Exhibition-maker Jeffrey Horsley’s latest project The Circle runs until Friday 5 December – his third show in collaboration with Hackney's Live Archives, London. It comes at a time when the ‘culture of the archive’ looms over many areas of the fashion landscape; from retail and advertising to publishing and beyond. In November, Dover Street Market launched a collaboration featuring objects and jewellery from Tiffany & Company’s archives. Self Service magazine handed over the reigns of their last two issues to super stylists, Marie Amelie Sauve (Spring Summer 2015) and Melanie Ward (Fall Winter 2015). And although the title remains seasonal, flicking through the pages reveals a celebration of their contribution to fashion over the years and a generous scattering of ‘from stylist’s own archive’ credits.
Our frenzied pace of life, the constant drive to innovate and the sheer speed at which information is disseminated has led to a common understanding that, essentially, sometimes it’s brave, even elevating, to slow down and embrace our nostalgic tendencies. Horsley has been contemplating the idea for this exhibition over the last nine months. The result? An intimate and fantastical exploration of notions of glamour in fashion through a selection of archival pieces featuring designers including; BodyMap, Jean Varon, Maison Martin Margiela, Alexander McQueen, Vivienne Westwood and Dior Homme.

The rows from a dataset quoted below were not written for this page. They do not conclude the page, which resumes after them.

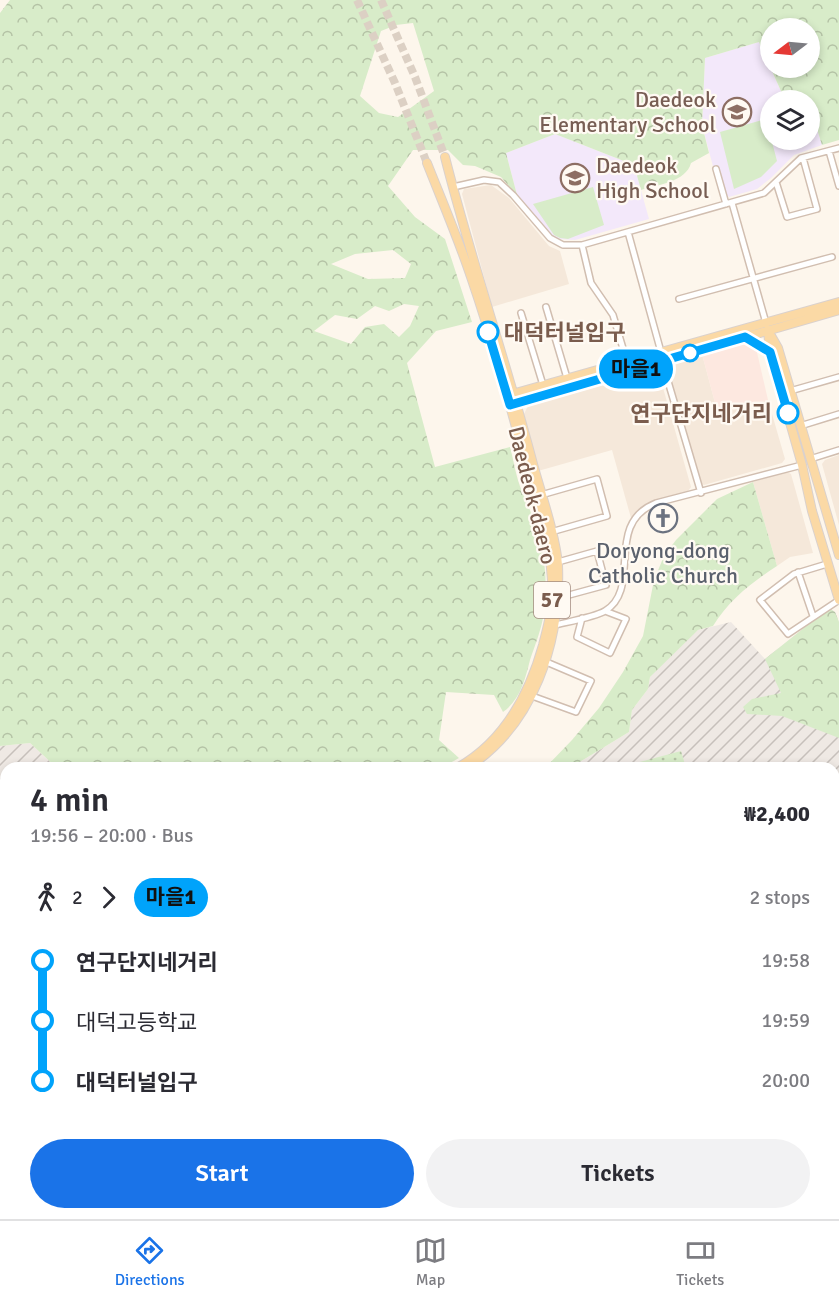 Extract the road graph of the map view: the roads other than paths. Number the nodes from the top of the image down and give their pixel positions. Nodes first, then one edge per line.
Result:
1 (839, 148) edge
2 (829, 151) junction
3 (445, 157) tunnel mouth
4 (803, 158) junction
5 (428, 163) tunnel mouth
6 (716, 169) dead end
7 (777, 182) junction
8 (839, 186) edge
9 (453, 187) junction
10 (729, 203) junction
11 (628, 232) junction
12 (582, 245) junction
13 (832, 257) dead end
14 (753, 278) junction
15 (679, 298) dead end
16 (839, 302) edge
17 (546, 307) dead end
18 (839, 310) edge
19 (521, 313) dead end
20 (767, 327) junction
21 (745, 337) junction
22 (770, 352) junction
23 (662, 357) junction
24 (627, 362) junction
25 (839, 377) edge
26 (567, 378) junction
27 (543, 385) junction
28 (790, 391) junction
29 (511, 394) junction
30 (514, 404) junction
31 (839, 414) edge
32 (800, 426) junction
33 (839, 450) edge
34 (810, 459) junction
35 (802, 465) junction
36 (701, 493) junction
37 (541, 495) junction
38 (551, 532) junction
39 (839, 555) edge
40 (558, 562) junction
41 (827, 564) junction
42 (798, 572) junction
43 (606, 585) junction
44 (619, 593) junction
45 (558, 598) junction
46 (839, 600) edge
47 (605, 611) junction
48 (813, 616) junction
49 (582, 618) junction
50 (555, 625) junction
51 (544, 661) junction
52 (532, 696) junction
53 (466, 762) edge
54 (475, 762) edge

1 - 2 street
2 - 4 street
2 - 8 street
3 - 9 main road
4 - 7 street
4 - 7 street
5 - 29 main road
6 - 10 street
7 - 10 street
9 - 12 street
9 - 29 main road
10 - 11 street
10 - 14 street
11 - 12 street
11 - 23 street
12 - 24 street
13 - 14 street
14 - 15 street
14 - 20 street
16 - 20 main road, Daedeok-daero
17 - 26 street
18 - 20 main road, Daedeok-daero
19 - 27 street
20 - 21 main road, Daedeok-daero
20 - 22 main road
20 - 23 main road, Daedeok-daero
20 - 28 main road
21 - 22 main road
21 - 23 main road, Daedeok-daero
22 - 35 main road
23 - 24 main road, Daedeok-daero
23 - 30 main road, Daedeok-daero
23 - 36 street
24 - 26 main road, Daedeok-daero
25 - 28 street
26 - 27 main road, Daedeok-daero
27 - 29 main road, Daedeok-daero
28 - 32 main road
29 - 30 main road, Daedeok-daero / 57
30 - 37 main road, Daedeok-daero / 57
30 - 53 main road, Daedeok-daero / 57
31 - 32 street
32 - 34 main road
33 - 34 street
34 - 39 main road
35 - 36 street
35 - 41 main road
36 - 44 street
37 - 38 main road, Daedeok-daero / 57
37 - 38 street
38 - 40 main road, Daedeok-daero / 57
40 - 43 street
40 - 45 main road, Daedeok-daero / 57
41 - 42 street
41 - 46 main road
42 - 48 street
42 - 48 street
43 - 44 street
43 - 45 street
44 - 47 street
45 - 50 main road, Daedeok-daero / 57
46 - 48 street
47 - 49 street
47 - 49 street
49 - 50 street
50 - 51 main road, Daedeok-daero / 57
51 - 52 main road, Daedeok-daero / 57
51 - 52 street
52 - 54 main road, Daedeok-daero / 57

“The idea came about after a conversation in which I was asked what my idea of glamour was and I remember saying I had no interest in it – that’s what made me start thinking about the show,” said Horsley. If he was really pushed to give a definition, what would it be? Varying factors have informed his curatorial approach including Cecil Beaton’s use of low-cost materials to construct a sense of glamour in his portraits during the 1920s and 30s, as well as Diana Vreeland’s adventurous work at New York’s Metropolitan Museum in the 1970s. Perhaps most important of all, though, is Professor of Cultural Studies Elizabeth Wilson’s essay A Note on Glamour (2007) which has played a pivotal role. Wilson traces the abstract meaning of the word glamour back to an ancient Celtic sense of a secret knowledge, something that Horsley references in the title and set-up of the show – 12 looks are exhibited on mannequins facing one another in a circle that implies folkloric togetherness. Some of them hold tiny objects including a framed picture or mirror that might represent a memory or meaning to them or the viewer. “I’m always interested in how we link the shows to people’s experience and I think that everybody has objects that they treasure,” said Horsley. The clothes are predominantly dark, for the most part black and plentiful layering forms statuesque shapes. Selecting the designers featured was purely based on the aesthetic of the individual pieces – Horsley aimed to propose an alternative to Wilson’s description of the current state of glamour; “blazoned and eaten away by vulgarity.” He searched for something that didn’t rely on exposing the wearer, for textures that would work well together to create a strong silhouette. Each outfit is topped off with a wig based on Wilson’s idea of this notion of a mutual understanding that outsiders aren’t aware of – a means of communication that isn’t necessarily reliant on the standard methods that we have. “It’s a way of humanising the mannequins, all of the wigs are individual either in style or colour,” said Horsley.
How would Jeffrey describe the show? “It’s an exhibition fiction, it’s not didactic, it’s about an experience.” And what has he learned about glamour in the process? “It’s an interesting tension, you construct your own glamour and then it’s judged by society’s definition of it.” Judge for yourselves – you can experience Jeffrey Horsley’s glamour at Live Archives this week. Expect glitter in abundance and don’t forget your wallet, some of the items displayed will be available to purchase.